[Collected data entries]
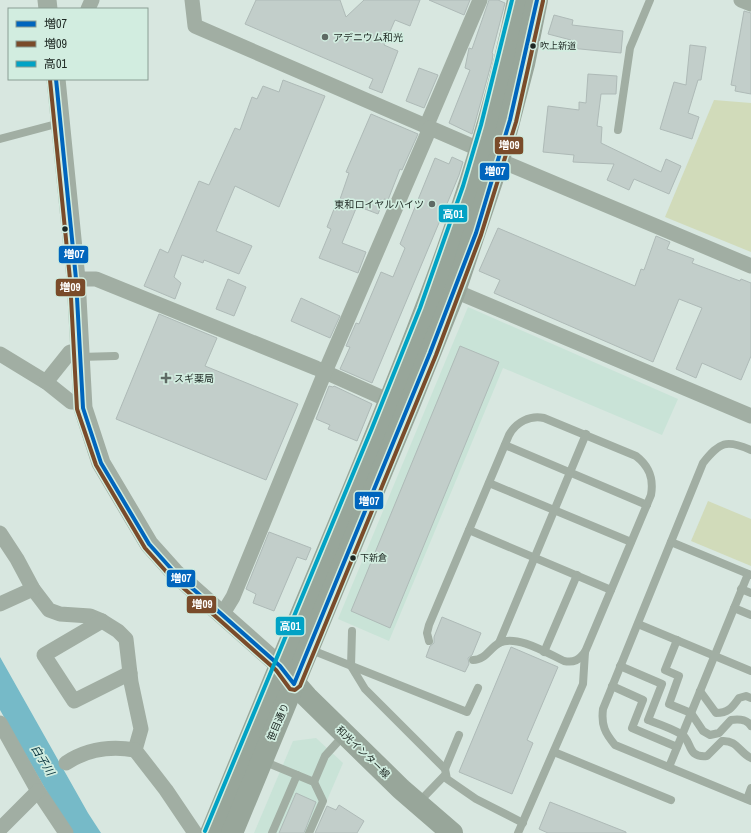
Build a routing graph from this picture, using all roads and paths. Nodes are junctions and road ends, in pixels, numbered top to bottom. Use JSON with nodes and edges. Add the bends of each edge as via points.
{"nodes":[{"id":1,"x":192,"y":0,"type":"edge"},
{"id":2,"x":480,"y":0,"type":"edge"},
{"id":3,"x":518,"y":0,"type":"edge"},
{"id":4,"x":537,"y":0,"type":"edge"},
{"id":5,"x":650,"y":0,"type":"edge"},
{"id":6,"x":741,"y":0,"type":"edge"},
{"id":7,"x":751,"y":4,"type":"edge"},
{"id":8,"x":56,"y":80,"type":"edge"},
{"id":9,"x":60,"y":123,"type":"junction"},
{"id":10,"x":428,"y":128,"type":"junction"},
{"id":11,"x":618,"y":130,"type":"dead end"},
{"id":12,"x":0,"y":139,"type":"edge"},
{"id":13,"x":490,"y":155,"type":"junction"},
{"id":14,"x":751,"y":266,"type":"edge"},
{"id":15,"x":76,"y":279,"type":"junction"},
{"id":16,"x":455,"y":291,"type":"junction"},
{"id":17,"x":0,"y":354,"type":"edge"},
{"id":18,"x":80,"y":354,"type":"junction"},
{"id":19,"x":115,"y":356,"type":"dead end"},
{"id":20,"x":325,"y":372,"type":"junction"},
{"id":21,"x":46,"y":382,"type":"junction"},
{"id":22,"x":390,"y":401,"type":"junction"},
{"id":23,"x":83,"y":402,"type":"junction"},
{"id":24,"x":751,"y":416,"type":"edge"},
{"id":25,"x":586,"y":434,"type":"junction"},
{"id":26,"x":505,"y":445,"type":"junction"},
{"id":27,"x":751,"y":450,"type":"edge"},
{"id":28,"x":570,"y":472,"type":"junction"},
{"id":29,"x":489,"y":483,"type":"junction"},
{"id":30,"x":647,"y":505,"type":"junction"},
{"id":31,"x":554,"y":510,"type":"junction"},
{"id":32,"x":469,"y":530,"type":"junction"},
{"id":33,"x":0,"y":533,"type":"edge"},
{"id":34,"x":631,"y":542,"type":"junction"},
{"id":35,"x":671,"y":542,"type":"junction"},
{"id":36,"x":534,"y":558,"type":"junction"},
{"id":37,"x":749,"y":574,"type":"edge"},
{"id":38,"x":577,"y":576,"type":"junction"},
{"id":39,"x":33,"y":589,"type":"junction"},
{"id":40,"x":741,"y":589,"type":"junction"},
{"id":41,"x":611,"y":590,"type":"junction"},
{"id":42,"x":751,"y":593,"type":"edge"},
{"id":43,"x":0,"y":604,"type":"edge"},
{"id":44,"x":734,"y":608,"type":"junction"},
{"id":45,"x":222,"y":615,"type":"junction"},
{"id":46,"x":751,"y":615,"type":"edge"},
{"id":47,"x":102,"y":621,"type":"junction"},
{"id":48,"x":638,"y":624,"type":"junction"},
{"id":49,"x":352,"y":631,"type":"dead end"},
{"id":50,"x":677,"y":640,"type":"junction"},
{"id":51,"x":429,"y":641,"type":"dead end"},
{"id":52,"x":499,"y":643,"type":"junction"},
{"id":53,"x":308,"y":649,"type":"junction"},
{"id":54,"x":544,"y":652,"type":"junction"},
{"id":55,"x":585,"y":652,"type":"junction"},
{"id":56,"x":715,"y":656,"type":"junction"},
{"id":57,"x":473,"y":660,"type":"dead end"},
{"id":58,"x":280,"y":666,"type":"junction"},
{"id":59,"x":351,"y":666,"type":"junction"},
{"id":60,"x":620,"y":666,"type":"junction"},
{"id":61,"x":751,"y":670,"type":"edge"},
{"id":62,"x":130,"y":673,"type":"junction"},
{"id":63,"x":294,"y":684,"type":"junction"},
{"id":64,"x":612,"y":686,"type":"junction"},
{"id":65,"x":478,"y":688,"type":"dead end"},
{"id":66,"x":700,"y":691,"type":"junction"},
{"id":67,"x":751,"y":698,"type":"edge"},
{"id":68,"x":691,"y":713,"type":"junction"},
{"id":69,"x":0,"y":723,"type":"edge"},
{"id":70,"x":751,"y":726,"type":"edge"},
{"id":71,"x":344,"y":734,"type":"junction"},
{"id":72,"x":683,"y":734,"type":"junction"},
{"id":73,"x":459,"y":735,"type":"dead end"},
{"id":74,"x":677,"y":747,"type":"junction"},
{"id":75,"x":135,"y":750,"type":"junction"},
{"id":76,"x":554,"y":752,"type":"junction"},
{"id":77,"x":751,"y":758,"type":"edge"},
{"id":78,"x":262,"y":760,"type":"junction"},
{"id":79,"x":66,"y":762,"type":"dead end"},
{"id":80,"x":669,"y":767,"type":"junction"},
{"id":81,"x":445,"y":772,"type":"junction"},
{"id":82,"x":297,"y":775,"type":"junction"},
{"id":83,"x":314,"y":782,"type":"junction"},
{"id":84,"x":751,"y":788,"type":"edge"},
{"id":85,"x":38,"y":791,"type":"junction"},
{"id":86,"x":671,"y":800,"type":"dead end"},
{"id":87,"x":749,"y":800,"type":"edge"},
{"id":88,"x":418,"y":804,"type":"junction"},
{"id":89,"x":523,"y":823,"type":"junction"},
{"id":90,"x":0,"y":828,"type":"edge"},
{"id":91,"x":66,"y":833,"type":"edge"},
{"id":92,"x":195,"y":833,"type":"edge"},
{"id":93,"x":211,"y":833,"type":"edge"},
{"id":94,"x":232,"y":833,"type":"edge"},
{"id":95,"x":272,"y":833,"type":"edge"},
{"id":96,"x":309,"y":833,"type":"edge"},
{"id":97,"x":452,"y":833,"type":"edge"},
{"id":98,"x":518,"y":833,"type":"edge"}],
"edges":[{"from":1,"to":10,"type":"street","via":[[195,26]]},
{"from":2,"to":10,"type":"street"},
{"from":3,"to":13,"type":"main road","name":"笹目通り","via":[[501,76]]},
{"from":4,"to":13,"type":"main road","name":"笹目通り","via":[[524,64]]},
{"from":5,"to":11,"type":"lane","via":[[630,48]]},
{"from":6,"to":7,"type":"street"},
{"from":8,"to":9,"type":"street"},
{"from":9,"to":12,"type":"lane"},
{"from":9,"to":15,"type":"street"},
{"from":10,"to":13,"type":"street"},
{"from":10,"to":20,"type":"street"},
{"from":13,"to":14,"type":"street"},
{"from":13,"to":16,"type":"main road","name":"笹目通り"},
{"from":13,"to":22,"type":"main road","name":"笹目通り"},
{"from":15,"to":18,"type":"street"},
{"from":15,"to":20,"type":"street","via":[[96,279]]},
{"from":16,"to":24,"type":"street"},
{"from":16,"to":53,"type":"main road","name":"笹目通り"},
{"from":17,"to":21,"type":"street"},
{"from":18,"to":19,"type":"lane"},
{"from":18,"to":21,"type":"street","via":[[70,352]]},
{"from":18,"to":23,"type":"street"},
{"from":20,"to":22,"type":"street"},
{"from":20,"to":45,"type":"street","via":[[233,597]]},
{"from":21,"to":23,"type":"street","via":[[71,402]]},
{"from":22,"to":58,"type":"main road","name":"笹目通り"},
{"from":23,"to":45,"type":"street","via":[[101,463],[149,544]]},
{"from":25,"to":26,"type":"lane","via":[[538,417],[516,425]]},
{"from":25,"to":28,"type":"lane"},
{"from":25,"to":30,"type":"lane","via":[[645,462],[653,483]]},
{"from":26,"to":28,"type":"lane"},
{"from":26,"to":29,"type":"lane"},
{"from":27,"to":35,"type":"lane","via":[[726,442],[714,449],[703,463]]},
{"from":28,"to":30,"type":"lane"},
{"from":28,"to":31,"type":"lane"},
{"from":29,"to":31,"type":"lane"},
{"from":29,"to":32,"type":"lane"},
{"from":30,"to":34,"type":"lane"},
{"from":31,"to":34,"type":"lane"},
{"from":31,"to":36,"type":"lane"},
{"from":32,"to":36,"type":"lane"},
{"from":32,"to":51,"type":"lane","via":[[429,625]]},
{"from":33,"to":39,"type":"street","via":[[18,559]]},
{"from":34,"to":41,"type":"lane"},
{"from":35,"to":37,"type":"lane"},
{"from":35,"to":48,"type":"lane"},
{"from":36,"to":38,"type":"lane"},
{"from":36,"to":52,"type":"lane"},
{"from":37,"to":40,"type":"lane"},
{"from":38,"to":41,"type":"lane"},
{"from":38,"to":54,"type":"lane"},
{"from":39,"to":43,"type":"street"},
{"from":39,"to":47,"type":"street","via":[[49,610],[60,614],[90,616]]},
{"from":40,"to":42,"type":"lane"},
{"from":40,"to":44,"type":"lane"},
{"from":41,"to":55,"type":"lane"},
{"from":44,"to":46,"type":"lane"},
{"from":44,"to":56,"type":"lane"},
{"from":45,"to":58,"type":"street"},
{"from":47,"to":62,"type":"street","via":[[126,639]]},
{"from":47,"to":62,"type":"street","via":[[44,655],[74,701]]},
{"from":48,"to":50,"type":"lane"},
{"from":48,"to":60,"type":"lane"},
{"from":49,"to":59,"type":"lane"},
{"from":50,"to":56,"type":"lane"},
{"from":50,"to":68,"type":"lane","via":[[665,670],[679,676],[669,704]]},
{"from":52,"to":54,"type":"lane","via":[[513,640]]},
{"from":52,"to":57,"type":"lane","via":[[483,658]]},
{"from":53,"to":59,"type":"lane"},
{"from":53,"to":63,"type":"main road","name":"笹目通り"},
{"from":54,"to":55,"type":"lane","via":[[572,662]]},
{"from":55,"to":76,"type":"lane","via":[[584,684]]},
{"from":56,"to":61,"type":"lane"},
{"from":56,"to":66,"type":"lane"},
{"from":58,"to":63,"type":"main road","name":"和光インター線"},
{"from":58,"to":93,"type":"main road","name":"笹目通り"},
{"from":59,"to":65,"type":"lane","via":[[467,712]]},
{"from":59,"to":81,"type":"lane","via":[[365,689]]},
{"from":60,"to":64,"type":"lane"},
{"from":60,"to":72,"type":"lane","via":[[662,684],[648,720]]},
{"from":62,"to":75,"type":"street","via":[[141,729]]},
{"from":63,"to":71,"type":"main road","name":"和光インター線"},
{"from":63,"to":78,"type":"main road","name":"笹目通り"},
{"from":64,"to":74,"type":"lane","via":[[643,700],[632,728]]},
{"from":64,"to":80,"type":"lane","via":[[601,721],[606,734],[615,745]]},
{"from":66,"to":67,"type":"lane","via":[[716,713],[724,713],[731,709],[738,698]]},
{"from":66,"to":68,"type":"lane"},
{"from":68,"to":70,"type":"lane","via":[[703,731],[710,735],[719,733],[731,720],[739,719]]},
{"from":68,"to":72,"type":"lane"},
{"from":69,"to":85,"type":"street"},
{"from":71,"to":83,"type":"lane","via":[[325,756]]},
{"from":71,"to":88,"type":"main road","name":"和光インター線"},
{"from":72,"to":74,"type":"lane"},
{"from":72,"to":77,"type":"lane","via":[[691,751],[700,757],[707,756],[722,741],[730,741],[737,744],[745,755]]},
{"from":73,"to":81,"type":"lane"},
{"from":74,"to":80,"type":"lane"},
{"from":75,"to":79,"type":"street","via":[[95,750]]},
{"from":75,"to":92,"type":"street"},
{"from":76,"to":86,"type":"lane"},
{"from":76,"to":89,"type":"lane"},
{"from":78,"to":82,"type":"lane"},
{"from":78,"to":94,"type":"main road","name":"笹目通り"},
{"from":80,"to":87,"type":"lane"},
{"from":81,"to":88,"type":"lane"},
{"from":81,"to":89,"type":"lane","via":[[451,783]]},
{"from":82,"to":83,"type":"lane"},
{"from":82,"to":95,"type":"lane"},
{"from":83,"to":96,"type":"lane","via":[[322,801]]},
{"from":84,"to":87,"type":"lane"},
{"from":85,"to":90,"type":"street"},
{"from":85,"to":91,"type":"street"},
{"from":88,"to":97,"type":"main road","name":"和光インター線"},
{"from":89,"to":98,"type":"lane"}]}
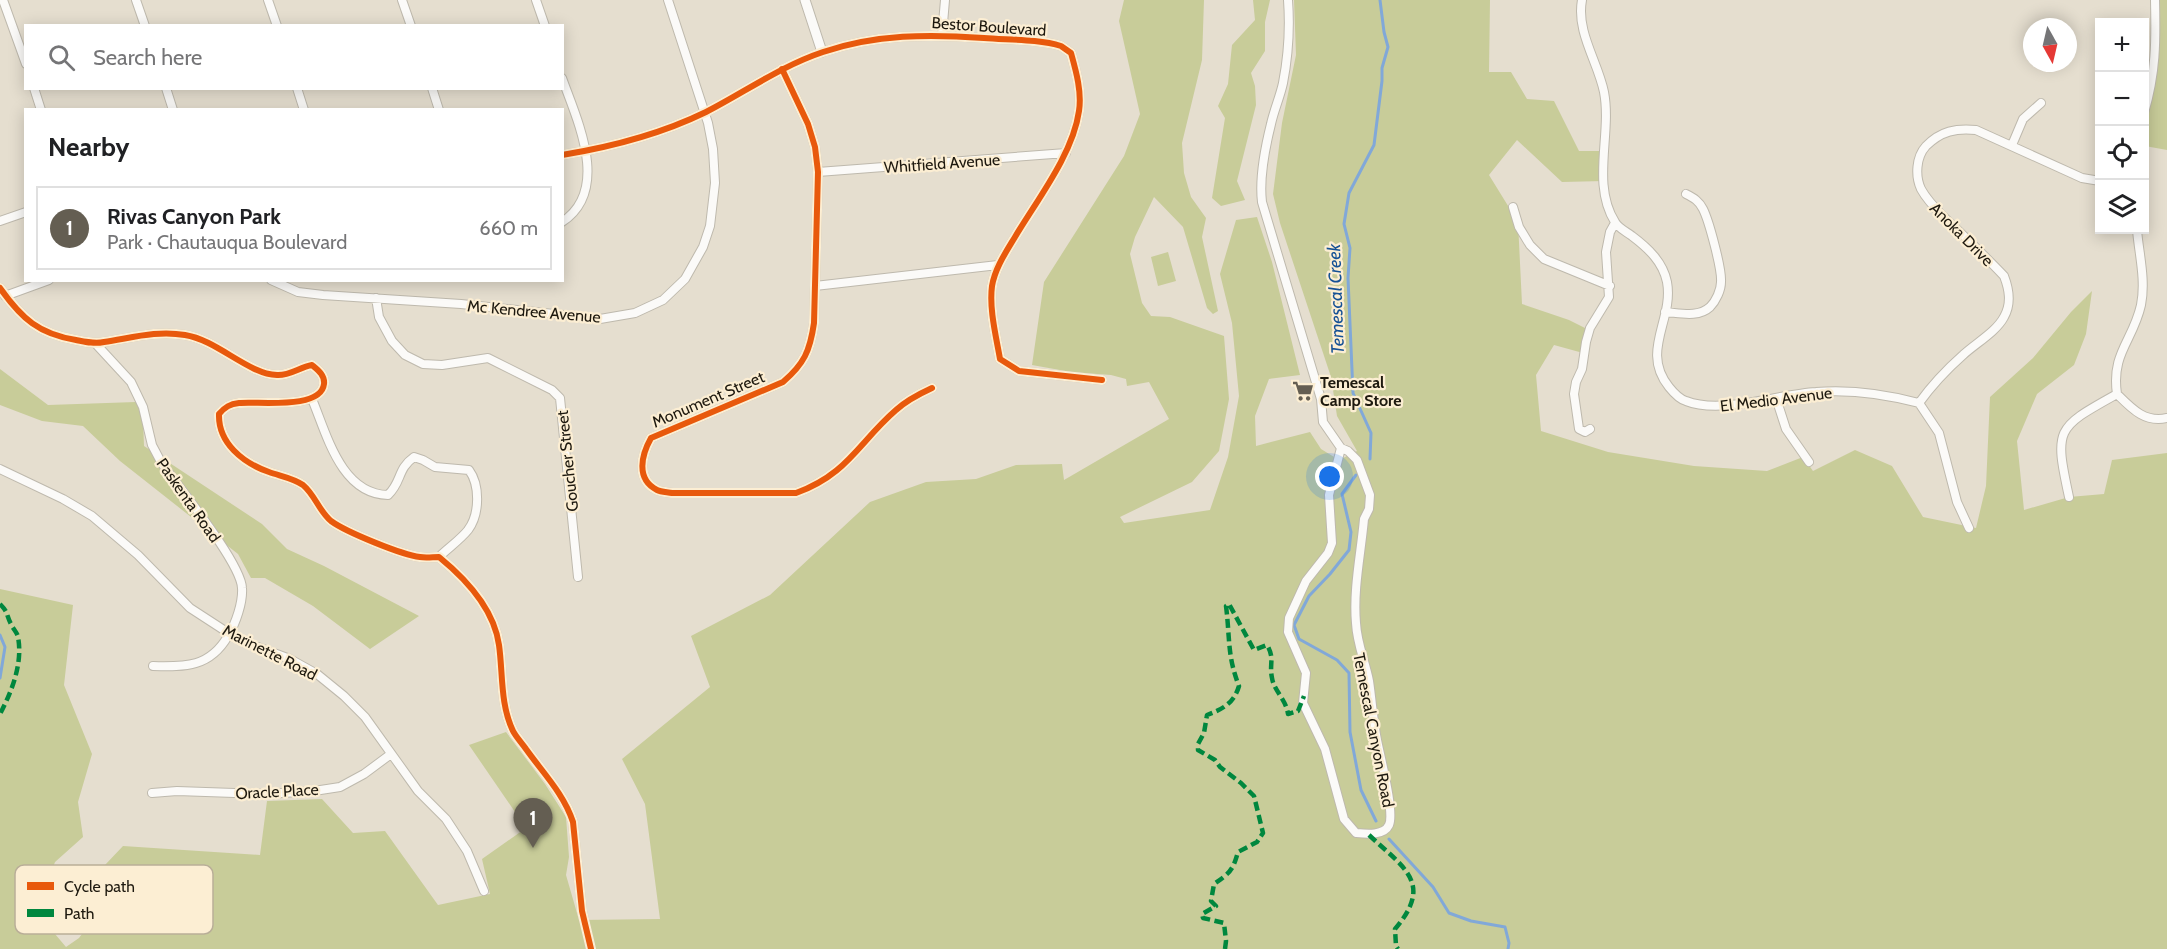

_Task_: Examine each line of the records above and tally those with the string "和光インター線". State the total alone.

_Response_: 4